Cherry Poppin' Daddies : Daddy nostalgie
Musique

Cherry Poppin’ Daddies : Daddy nostalgie

Il faut le dire: les Cherry Poppin’ Daddies, d’Eugene en Oregon, ne sont pas montés dans la queue du train swing qui fonce présentement à vive allure vers on ne sait quelle destination. Déjà, en 1990, les sept blancs-becs du jive étaient acceptés à bras ouverts dans les milieux alternatifs avec un premier album. Trois autres ont suivi, dont l’actuel Zoot Suit Riot, album-compilation qui sévit actuellement sur les palmarès.

Qu’est-ce qui les différencie des autres groupes de même allégeance? Je n’en ai pas la moindre idée. Sont-ils meilleurs que, par exemple, Big Bad Voodoo Daddy? Existe-t-il une compétition (ou une certaine jalousie) entre tous ces groupes? L’unique prestation montréalaise des Cherry Poppin’ Daddie s’est déroulée lors du dernier Vans Wraped Tour, en juillet. Une demi-heure en plein après-midi. Cette fois, le Métropolis ouvre ses bras – et ses bars – au groupe de la Côte-Ouest.
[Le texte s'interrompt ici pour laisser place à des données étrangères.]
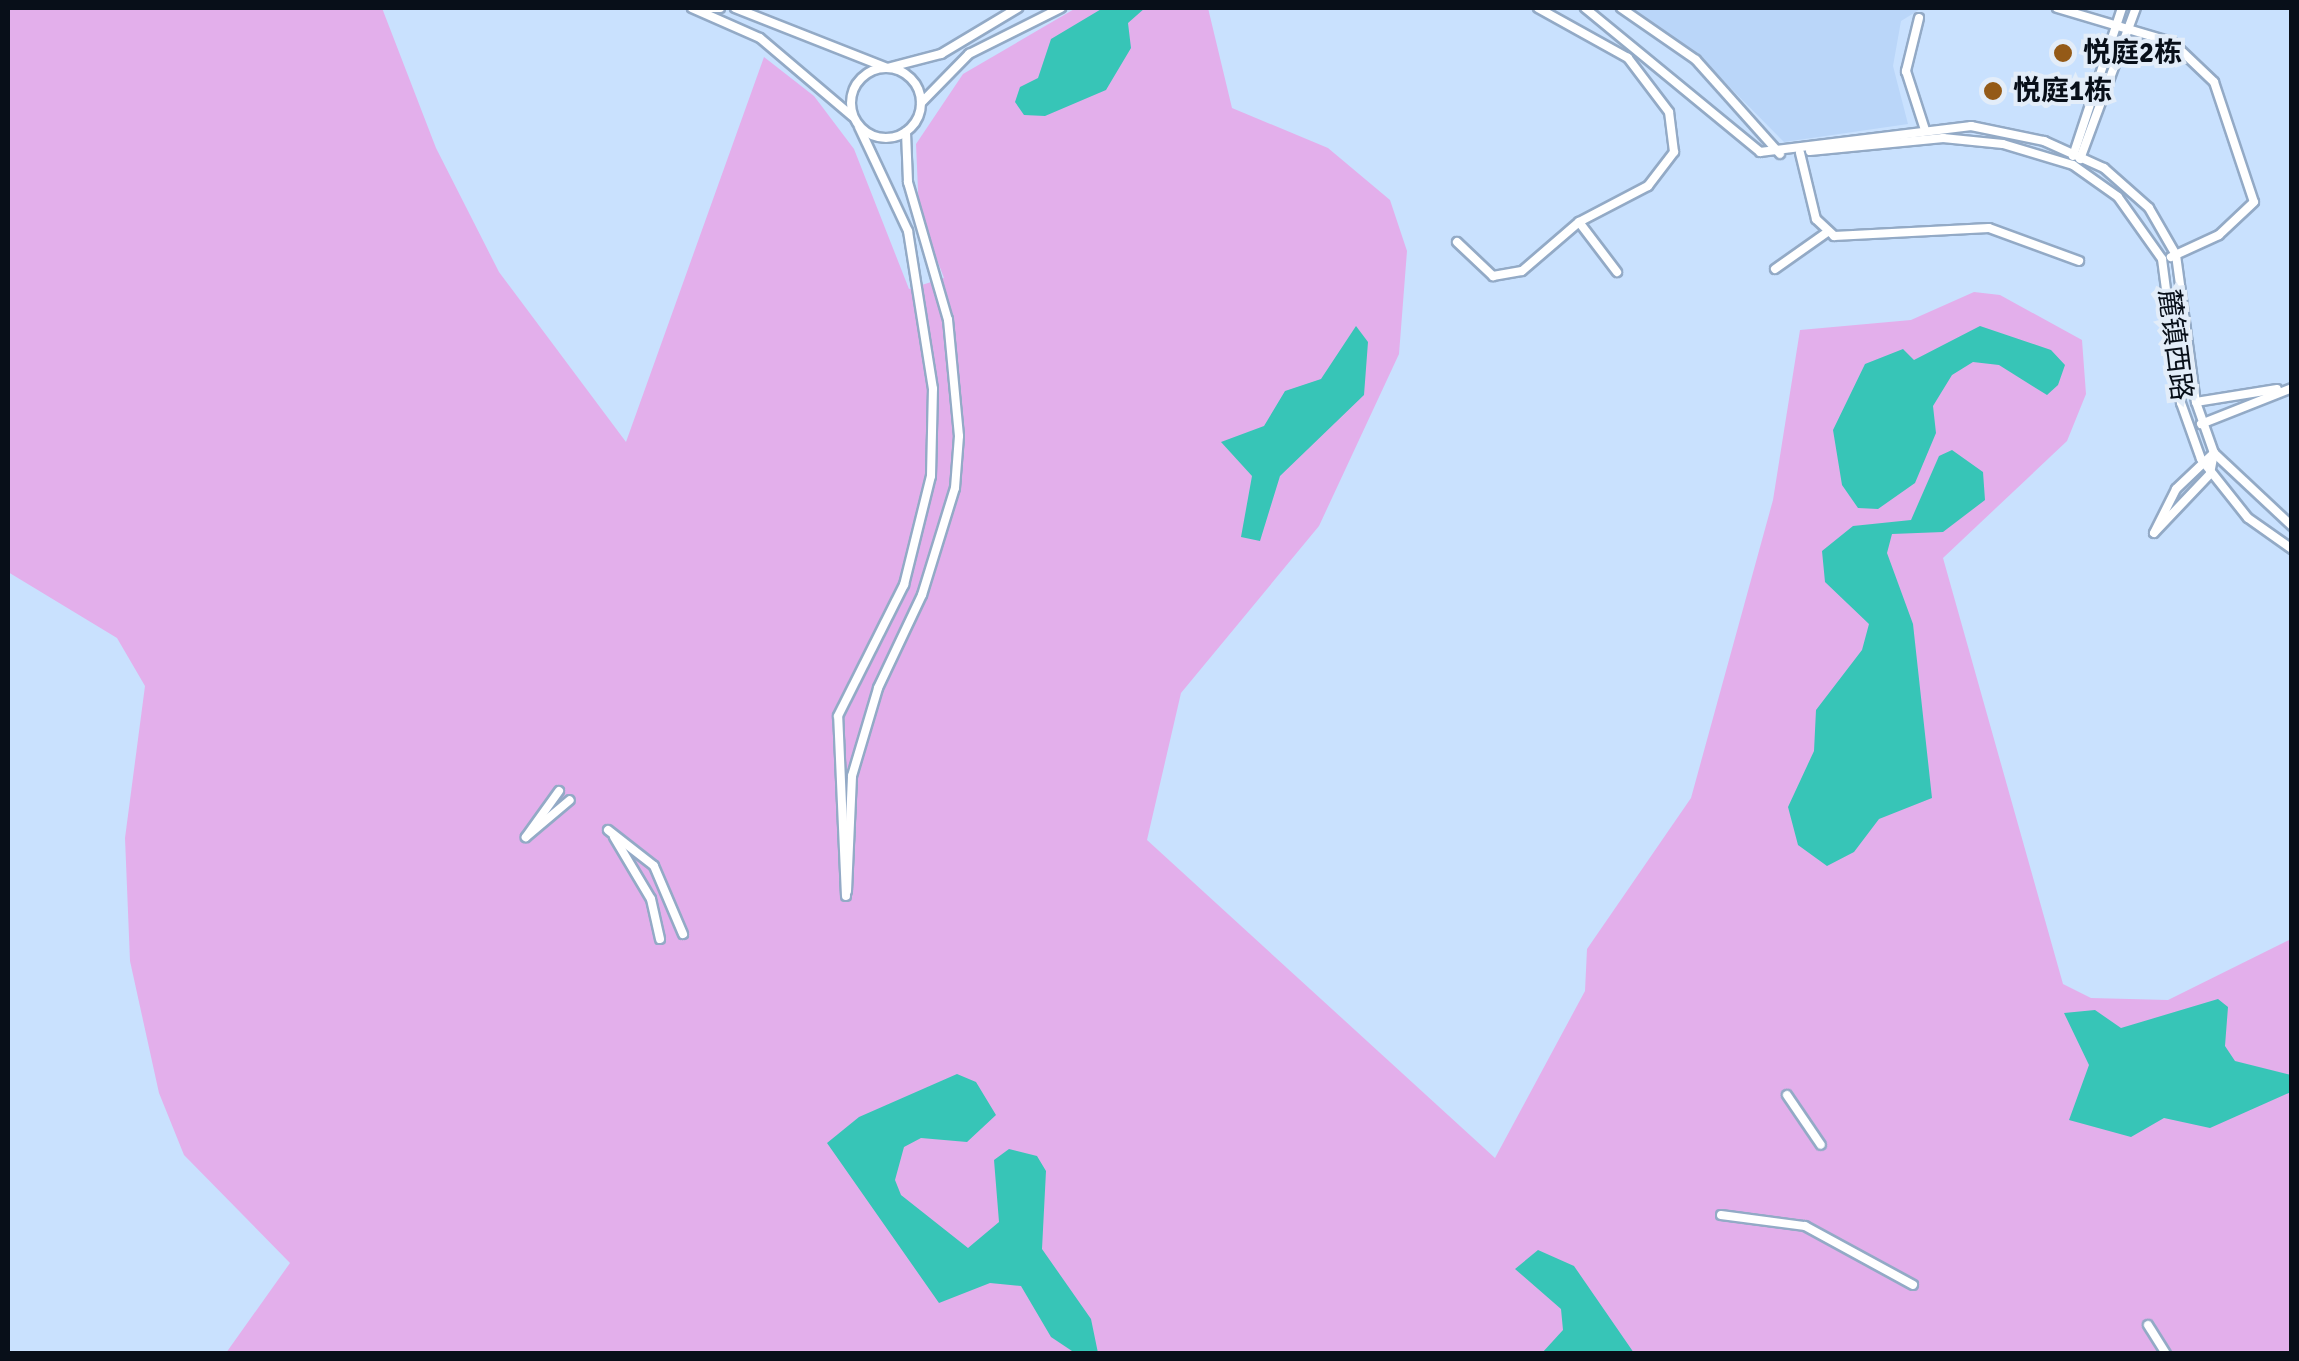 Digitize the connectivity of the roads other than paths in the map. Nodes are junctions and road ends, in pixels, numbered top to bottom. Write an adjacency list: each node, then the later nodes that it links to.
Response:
1 (692, 8): 12 (street)
2 (720, 8): 12 (street)
3 (735, 8): 18 (street)
4 (1018, 8): 16 (street)
5 (1061, 8): 17 (street)
6 (1538, 8): 30 (street)
7 (1585, 8): 27 (street)
8 (1621, 8): 27 (street)
9 (2057, 8): 14 (street)
10 (2122, 8): 14 (street)
11 (2136, 8): 15 (street)
12 (705, 10): 20 (street)
13 (1919, 18): 21 (street)
14 (2116, 21): 15 (street); 26 (street)
15 (2130, 25): 28 (street); 35 (street)
16 (963, 42): 17 (street); 18 (street)
17 (969, 54): 19 (street)
18 (887, 68): 19 (street); 20 (street)
19 (921, 103): 23 (street)
20 (853, 117): 22 (street)
21 (1923, 126): 24 (street); 25 (street); 26 (street)
22 (859, 127): 23 (street); 32 (street)
23 (906, 132): 31 (street)
24 (1928, 139): 25 (street, 麓镇西路); 29 (street, 麓镇西路)
25 (1806, 152): 27 (street); 33 (street)
26 (2073, 152): 28 (street); 29 (street)
27 (1780, 154)
28 (2084, 156): 29 (street); 35 (street)
29 (2073, 166): 36 (street, 麓镇西路)
30 (1579, 222): 34 (street); 39 (street)
31 (919, 228): 32 (street); 32 (street)
32 (908, 231)
33 (1826, 233): 37 (street); 38 (street)
34 (1457, 242)
35 (2176, 255): 36 (street); 41 (street)
36 (2162, 259): 44 (street, 麓镇西路)
37 (2080, 262)
38 (1774, 269)
39 (1616, 272)
40 (2292, 388): 41 (street); 42 (street)
41 (2196, 402): 42 (street)
42 (2201, 424): 43 (street)
43 (2214, 452): 44 (street); 45 (street); 46 (street)
44 (2201, 459): 45 (street, 麓镇西路); 45 (street)
45 (2210, 474): 47 (street, 麓镇西路)
46 (2292, 526)
47 (2292, 550)
48 (559, 791): 49 (street)
49 (570, 800)
50 (682, 934): 51 (street)
51 (660, 939)
52 (1787, 1095): 53 (street)
53 (1821, 1144)
54 (1721, 1215): 55 (street)
55 (1913, 1285)
56 (2148, 1325): 57 (street)
57 (2166, 1354)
Jason Moss, si je me fie à sa voix, pourrait encore habiter chez ses parents. Avant d’être le guitariste des CPD, Moss étudiait à l’Université de l’Oregon et jouait dans des groupes de blues locaux. Est-il un bon guitariste? Meilleur ou moins bon que, par exemple, celui des Royal Crown Revue? Pas la moindre idée. Vous aurez compris qu’avec les groupes swing, c’est l’esprit de corps qui prévaut. L’attitude. L’abandon de soi. Le magazine Swing Time décrivait le swing nouveau comme une rédemption culturelle de la pop, rendue trop unisexe et politiquement correcte. Et comme on le constate en découvrant la mode vestimentaire avec le swing, un homme est un homme et une femme est une femme. Il n’y a pas d’ambiguïté. Est-ce là une révolution?

Jason Moss, donc: «Juste l’an passé, on a vendu plus d’un million de copies de Zoot Suit Riot. Pour avoir du succès avec ce genre de groupe, il est primordial de posséder sa touche personnelle et d’éviter la nostalgie. On ne veut pas recréer le passé. Pour être un bon swing band, il faut être capable de swingner, dit-il simplement. Il n’y a qu’une seule personne dans notre groupe qui écrit les chansons et les arrange,et c’est Steve Perry, notre chanteur. Mais, pour les détails, c’est un effort de groupe. S’il y a résurgence en ce moment, c’est par besoin d’exubérance. C’est une façon réactionnaire de fuir le présent. Les gens sont peut-être tannés du grunge et de Nine Inch Nails. L’élément plaisir est omniprésent dans le swing, comme il l’était dans le rock’n’roll au tout début. Sauf que, dans mon cas, ce ne sont pas mes parents qui tripent sur ma musique, ce sont mes grands-parents!»

«Le buzz autour du swing était underground jusqu’à ce que les médias le récupèrent. Avant, on n’était qu’une petite clique de la Côte-Ouest à participer à la fête. Dans dix ans d’ici, je ne me vois plus être dans un swing band. J’espère juste faire de la bonne musique.»